Cats and dogs: Can we find unity on healthcare IT change?

By Matthew Holt
12:48 PM

This blog first appeared at The Health Care Blog. - Ed.

Those of you paying attention for the past few days might have noticed on the one hand a sense of optimism and unity as Barrack H. Obama, somewhat somberly, began his Presidency.

Meanwhile, over the past few weeks the fur has been flying among the electrons on THCB while some very knowledgeable and opinionated health care wonks and geeks have been battling it out about what exactly we should be doing in terms of Federal health care IT spending.

Given that even among you smart THCB readers this may be all a little perplexing, I’m going to try to try to make what I hope are some elucidating comments to put this argument in context. I’m doing this partly because I’m perplexed too, but also because I think that there is some hope for a middle road.

First the basics: As sometime THCB contributor & ubberCIO John Halamka makes clear in this excellent post about The Greatest Healthcare IT Generation, some $20 billion of the soon to be passed “spend it as fast as you can” stimulus package is going to be targeted towards health care IT. Now that’s by no means the biggest part of the $800 billion or so package, and it’s not even the biggest part of the health care spending in the bill; that’s the closer to $87 billion or so going to support Medicaid—although that will mostly will be replacing cuts being forced on states. Let’s be clear, this package’s main role is to stop the patient from bleeding out and will probably need to be joined by a bank restructuring the likes of which we’ve never seen. Health care is a sideshow, but $20 billion is still $20 billion, and given that the current health IT market is only between $20 & $30 billion annually, it’s a huge potential increase for the industry.

This spending is separate from any larger health care reform proposed by Obama, even though it appears that such a reform package is fairly likely to appear in Congress as soon as Daschle, Baucus and Kennedy get their ducks in a row. And of course, most of the issues that divide THCB’s various commentators on health IT are rooted in problems that only a major reform can solve. And realistically even those most optimistic about the prospects for reform don’t believe that the Obama/Daschle/Baucus plan will get at the core problems of the US health care system any time soon.

The underlying problems: American health care has two linked and intertwined problems. First, (and it is first) due to America’s unique political history, most of the pain of dealing with increasing health costs is deposited on a poor (or soon to be poor) and relatively powerless minority of the population - the sick who are uninsured and underinsured. No one is really responsible for their financial well being, nor is any entity forced to make their cost of care equal to that of the rest of society. So the health care system has reacted rationally over the years by increasing what it charges the majority, and not worrying too much about that minority even as it grows. Every other rational country instead distributes that cost evenly by putting (more or less) everyone in the same financial pool, and puts someone (usually the government) in charge of the total cost of the system to society. The US is different, as it’s the only place where for the players in the system doing more means getting more absolutely. Everywhere else, the rest of society stops the health care system arbitrarily grabbing more resources.
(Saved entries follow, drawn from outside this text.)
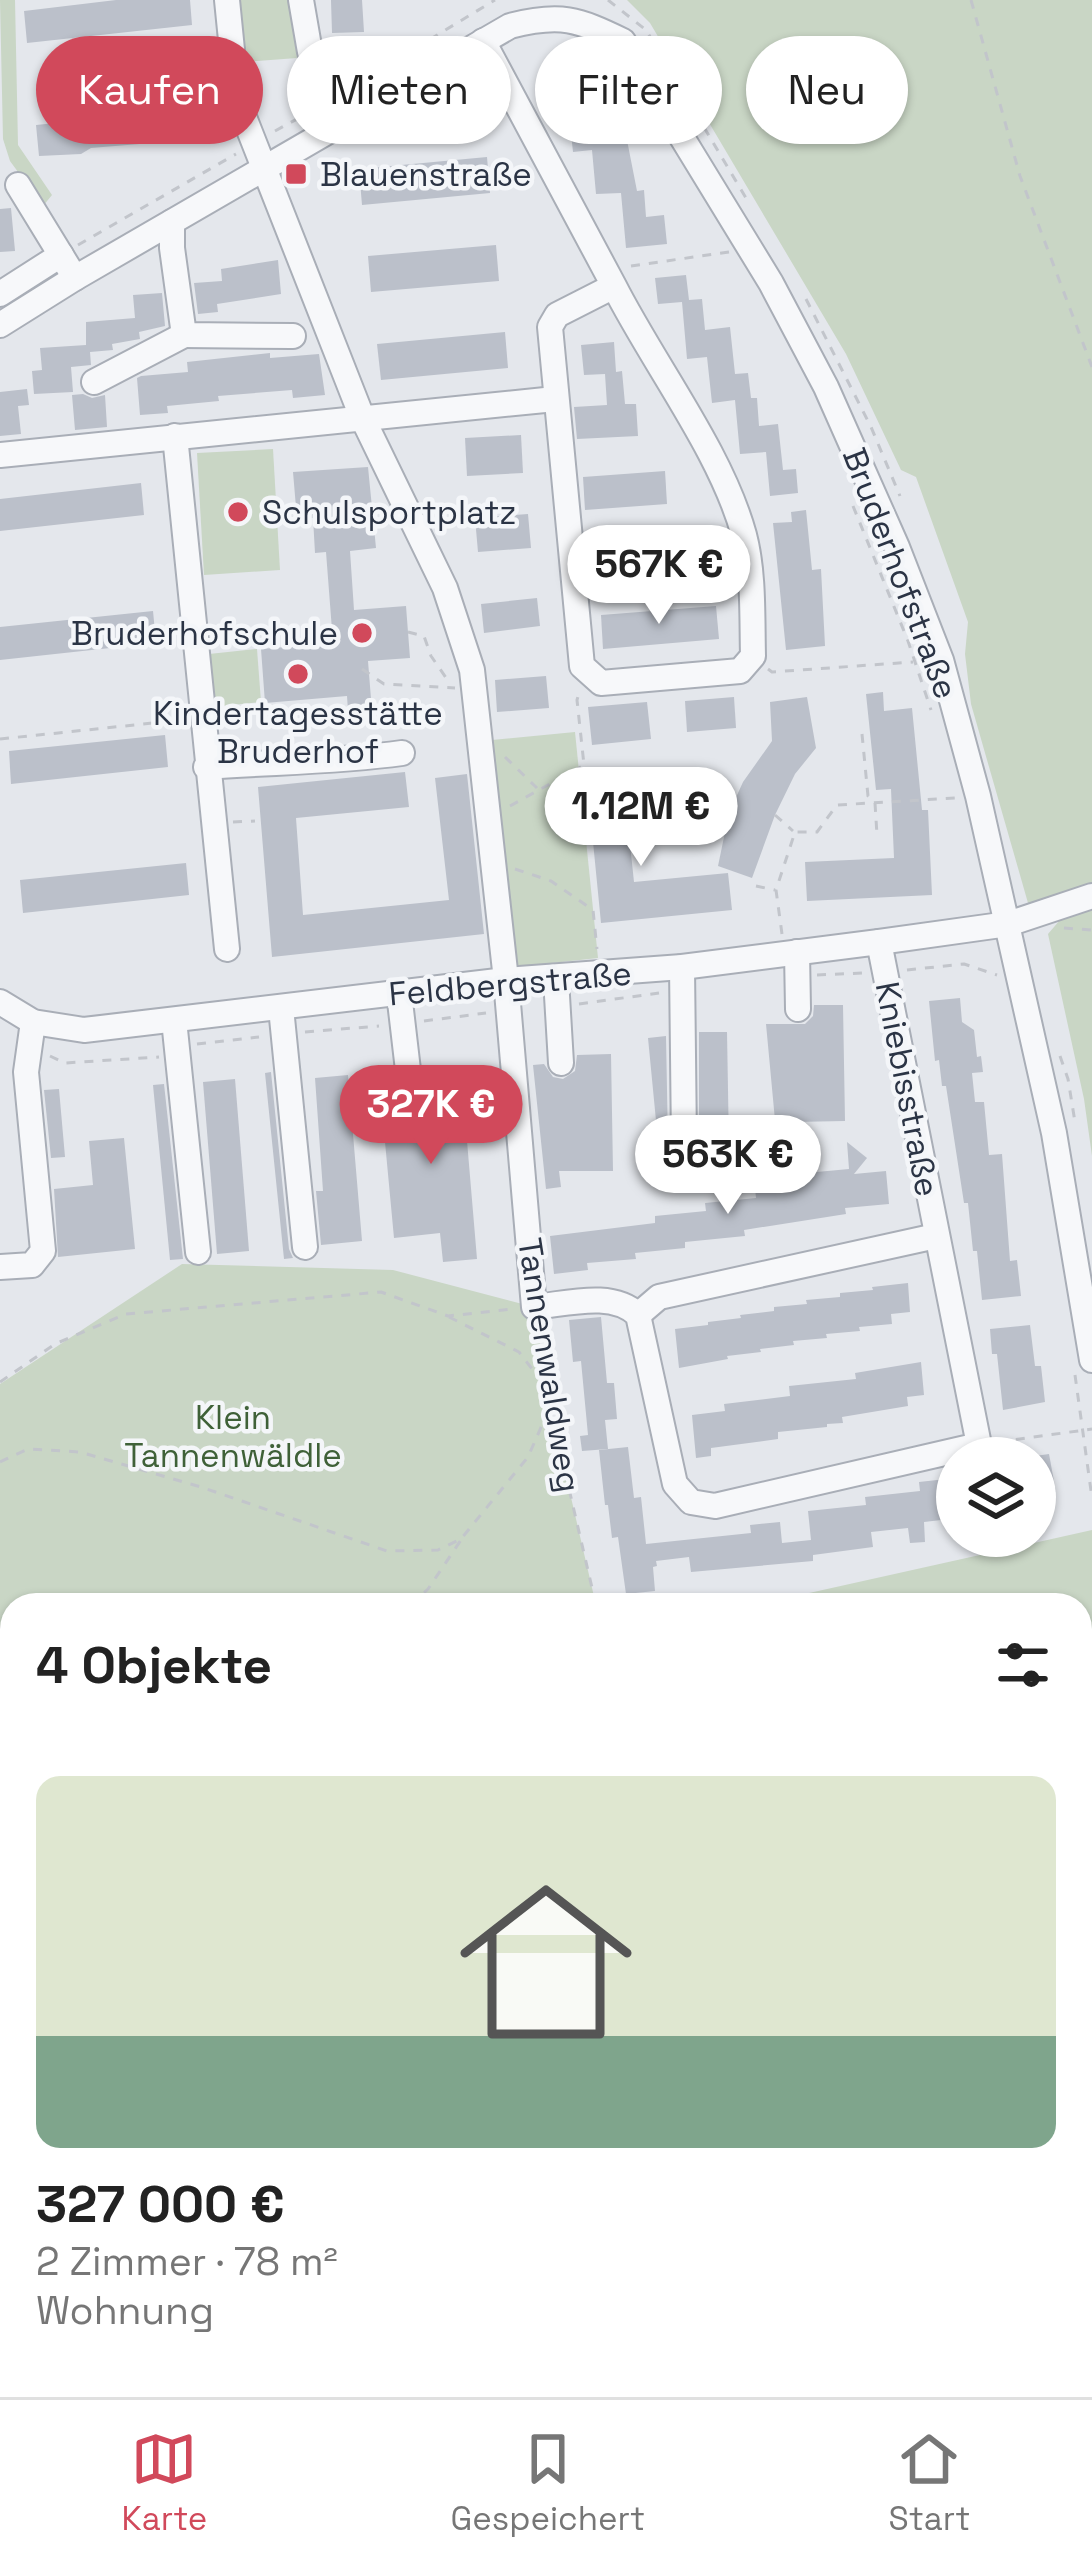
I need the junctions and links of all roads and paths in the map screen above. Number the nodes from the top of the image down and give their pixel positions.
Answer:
1 (227, 0) edge
2 (302, 0) edge
3 (495, 0) edge
4 (971, 0) edge
5 (231, 36) edge
6 (308, 36) edge
7 (444, 36) edge
8 (492, 36) edge
9 (511, 93) edge
10 (252, 144) edge
11 (256, 144) edge
12 (296, 144) edge
13 (266, 168) junction
14 (18, 185) dead end
15 (172, 222) junction
16 (750, 249) junction
17 (62, 255) junction
18 (75, 278) junction
19 (610, 278) junction
20 (0, 294) edge
21 (0, 326) edge
22 (184, 335) junction
23 (293, 336) dead end
24 (1092, 367) edge
25 (94, 382) dead end
26 (555, 399) junction
27 (362, 417) junction
28 (175, 436) junction
29 (0, 455) edge
30 (850, 497) dead end
31 (408, 632) dead end
32 (753, 656) junction
33 (928, 661) junction
34 (362, 669) dead end
35 (587, 671) junction
36 (475, 687) junction
37 (201, 718) junction
38 (937, 729) dead end
39 (862, 734) dead end
40 (0, 739) edge
41 (480, 742) junction
42 (402, 753) dead end
43 (206, 767) junction
44 (955, 786) dead end
45 (538, 789) junction
46 (875, 802) junction
47 (775, 814) dead end
48 (488, 820) junction
49 (795, 832) junction
50 (877, 835) dead end
51 (492, 856) junction
52 (756, 886) dead end
53 (776, 890) junction
54 (1092, 896) edge
55 (997, 926) junction
56 (879, 942) junction
57 (227, 949) dead end
58 (790, 953) junction
59 (682, 967) junction
60 (885, 972) junction
61 (600, 975) junction
62 (556, 979) junction
63 (506, 980) junction
64 (399, 993) junction
65 (280, 1008) junction
66 (798, 1009) dead end
67 (174, 1020) junction
68 (15, 1023) edge
69 (178, 1056) junction
70 (561, 1063) dead end
71 (409, 1070) dead end
72 (684, 1143) dead end
73 (936, 1236) junction
74 (305, 1247) dead end
75 (198, 1252) dead end
76 (0, 1267) edge
77 (534, 1307) junction
78 (638, 1315) junction
79 (448, 1316) junction
80 (1083, 1364) edge
81 (0, 1382) edge
82 (548, 1390) junction
83 (550, 1407) junction
84 (1092, 1429) edge
85 (1081, 1430) junction
86 (977, 1437) edge
87 (1033, 1437) edge
88 (936, 1455) edge
89 (0, 1462) edge
90 (1092, 1498) edge
91 (461, 1539) junction
92 (423, 1593) edge
93 (593, 1593) edge

1 - 5 street
2 - 6 street
3 - 7 path
4 - 24 path
8 - 16 street, Bruderhofstraße
9 - 19 street
10 - 17 path
11 - 13 street
12 - 13 street
13 - 15 street
13 - 27 street, Tannenwaldweg
14 - 17 street
15 - 18 street
15 - 22 street
16 - 19 path
16 - 33 street, Bruderhofstraße
17 - 18 street
17 - 20 street
18 - 21 street
19 - 26 street
19 - 32 street
22 - 23 street
22 - 25 street
26 - 27 street
26 - 35 street
27 - 28 street
27 - 36 street, Tannenwaldweg
28 - 29 street
28 - 37 street
30 - 33 path
31 - 36 path
32 - 33 path
32 - 35 street
33 - 38 path
33 - 55 street, Bruderhofstraße
34 - 36 path
35 - 45 path
36 - 41 street, Tannenwaldweg
37 - 40 path
37 - 43 street
39 - 46 path
41 - 45 path
41 - 48 street, Tannenwaldweg
42 - 43 street
43 - 57 street
44 - 46 path
45 - 48 path
46 - 49 path
46 - 50 path
47 - 49 path
48 - 51 street, Tannenwaldweg
49 - 53 path
51 - 61 path
51 - 63 street, Tannenwaldweg
52 - 53 path
53 - 58 path
54 - 55 street, Feldbergstraße
55 - 56 street, Feldbergstraße
55 - 60 path
55 - 80 street, Bruderhofstraße
56 - 58 street, Feldbergstraße
56 - 60 street, Kniebisstraße
58 - 59 street, Feldbergstraße
58 - 66 street
59 - 61 street, Feldbergstraße
59 - 72 street
60 - 73 street, Kniebisstraße
61 - 62 street, Feldbergstraße
62 - 63 street, Feldbergstraße
62 - 70 street
63 - 64 street, Feldbergstraße
63 - 77 street, Tannenwaldweg
64 - 65 street, Feldbergstraße
64 - 71 street
65 - 67 street, Feldbergstraße
65 - 74 street
67 - 68 street, Feldbergstraße
67 - 69 street
68 - 69 path
68 - 76 street
69 - 75 street
73 - 78 street, Kniebisstraße
73 - 86 street, Kniebisstraße
77 - 78 street
77 - 79 path
77 - 82 path, Tannenwaldweg
78 - 88 street
79 - 81 path
79 - 82 path
80 - 85 path
82 - 83 path, Tannenwaldweg
83 - 91 path
83 - 93 path, Tannenwaldweg
84 - 85 path
85 - 87 path
85 - 90 path
89 - 91 path
91 - 92 path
The process whereby the health care system grabs more and more in the US comes mainly via an incredibly strong supplier community that has political control over the large share of spending that is government funded, and economic control over the main providers of private spending - employers. Of course it may not feel that way to the suppliers in the system but the numbers (share of GDP going to health care more than doubling over 30 years) don’t lie.

This leads to the second problem: The mechanism of that provider control is a payment system that encourages piece work, acute care, fixing rather than prevention, specialization over primary care, and - not least - big hospitals over community based clinics. Now as Atul Gawande points out in the New Yorker this week, it’s not as if every other country does exactly the opposite, but the scale by which we’ve tipped over here is unprecedented. And multitudes of articles on THCB over the years prove it out, and show that it’s very hard to change that status quo.

This starts to get us back to IT. The first significant use of IT in health care in the US was in large hospitals primarily aimed at accounting (and billing) for piece work. Eventually most large and many smaller hospitals began to extend their IT capabilities to automate other aspects of their activity, but even among the most sophisticated, the role of IT supported rather than transformed the way they delivered care. The goal of the hospital is after all for the hospital to thrive and prosper, not for the community to improve the care it gets at a lower cost. This has continued as IT investment has picked up, especially since 2003, and of course it’s been reflected in the stock price and profitability of the winners in health IT, notably Cerner and Epic.